* Data for review
==========

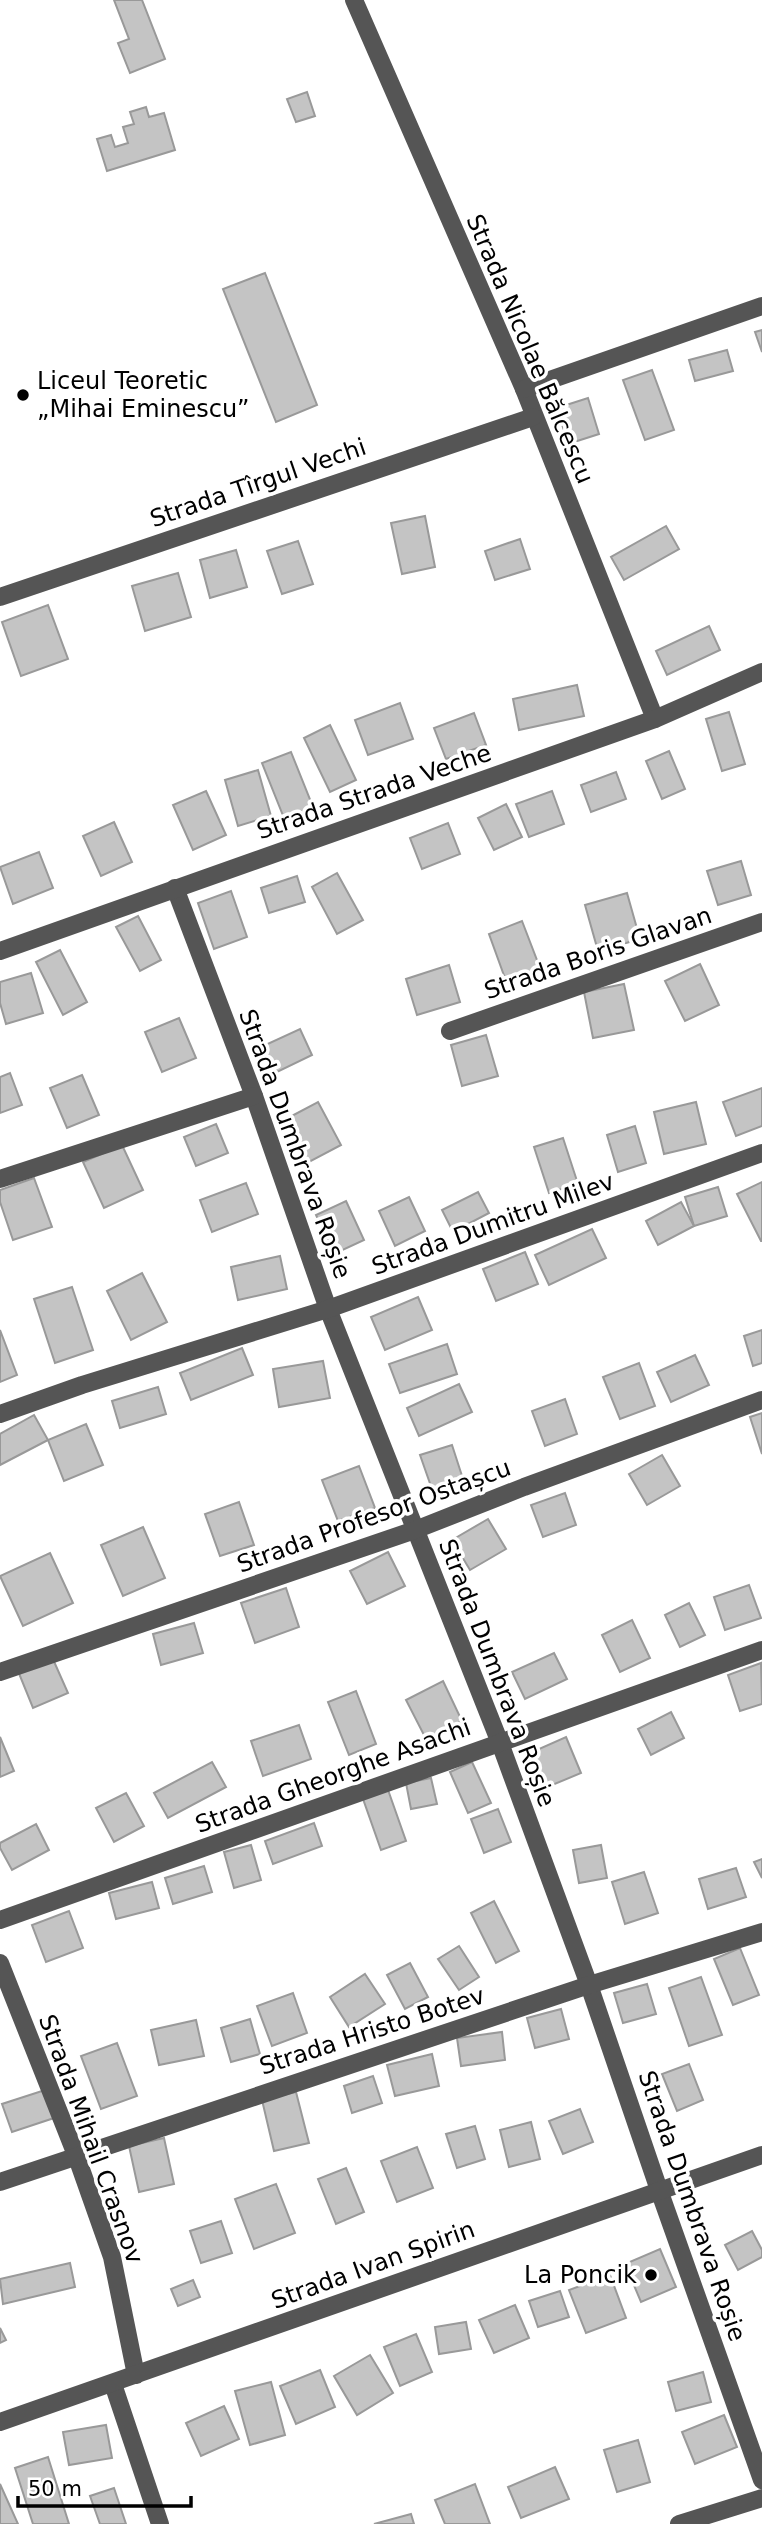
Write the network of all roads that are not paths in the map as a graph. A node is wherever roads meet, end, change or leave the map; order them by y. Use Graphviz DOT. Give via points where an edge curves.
graph roads {
  1 [pos="354,0"];
  2 [pos="762,306"];
  3 [pos="524,389"];
  4 [pos="533,417"];
  5 [pos="0,597"];
  6 [pos="762,672"];
  7 [pos="655,719"];
  8 [pos="175,888"];
  9 [pos="762,922"];
  10 [pos="0,951"];
  11 [pos="450,1031"];
  12 [pos="254,1096"];
  13 [pos="762,1153"];
  14 [pos="0,1179"];
  15 [pos="328,1309"];
  16 [pos="762,1400"];
  17 [pos="0,1414"];
  18 [pos="415,1530"];
  19 [pos="762,1650"];
  20 [pos="0,1672"];
  21 [pos="500,1743"];
  22 [pos="0,1920"];
  23 [pos="762,1932"];
  24 [pos="0,1962"];
  25 [pos="589,1984"];
  26 [pos="76,2155"];
  27 [pos="762,2155"];
  28 [pos="0,2182"];
  29 [pos="659,2190"];
  30 [pos="136,2375"];
  31 [pos="113,2385"];
  32 [pos="0,2422"];
  33 [pos="762,2480"];
  34 [pos="762,2498"];
  35 [pos="160,2524"];
  36 [pos="679,2524"];
  1 -- 3 [label="street, Strada Nicolae Bălcescu"];
  2 -- 3 [label="street"];
  3 -- 4 [label="street, Strada Nicolae Bălcescu"];
  4 -- 5 [label="street, Strada Tîrgul Vechi"];
  4 -- 7 [label="street, Strada Nicolae Bălcescu"];
  6 -- 7 [label="street, Strada Strada Veche"];
  7 -- 8 [label="street, Strada Strada Veche"];
  8 -- 10 [label="street, Strada Strada Veche"];
  8 -- 12 [label="street, Strada Dumbrava Roșie"];
  9 -- 11 [label="street, Strada Boris Glavan"];
  12 -- 14 [label="street"];
  12 -- 15 [label="street, Strada Dumbrava Roșie"];
  13 -- 15 [label="street, Strada Dumitru Milev"];
  15 -- 17 [label="street, Strada Dumitru Milev" via="82,1384"];
  15 -- 18 [label="street, Strada Dumbrava Roșie"];
  16 -- 18 [label="street, Strada Profesor Ostașcu"];
  18 -- 20 [label="street, Strada Profesor Ostașcu"];
  18 -- 21 [label="street, Strada Dumbrava Roșie"];
  19 -- 21 [label="street, Strada Gheorghe Asachi"];
  21 -- 22 [label="street, Strada Gheorghe Asachi"];
  21 -- 25 [label="street, Strada Dumbrava Roșie"];
  23 -- 25 [label="street, Strada Hristo Botev"];
  24 -- 26 [label="street, Strada Mihail Crasnov"];
  25 -- 26 [label="street, Strada Hristo Botev"];
  25 -- 29 [label="street, Strada Dumbrava Roșie"];
  26 -- 28 [label="street, Strada Hristo Botev"];
  26 -- 30 [label="street, Strada Mihail Crasnov" via="112,2257"];
  27 -- 29 [label="street, Strada Ivan Spirin"];
  29 -- 30 [label="street, Strada Ivan Spirin"];
  29 -- 33 [label="street, Strada Dumbrava Roșie"];
  30 -- 31 [label="street, Strada Ivan Spirin"];
  31 -- 32 [label="street, Strada Ivan Spirin"];
  31 -- 35 [label="street"];
  34 -- 36 [label="street"];
}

==========

Out of the preceding entries, pull every line containing the string "roads".

Write the network of all roads that are not paths in the map as a graph. A node is wherever roads meet, end, change or leave the map; order them by y. Use Graphviz DOT. Give via points where an edge curves.
graph roads {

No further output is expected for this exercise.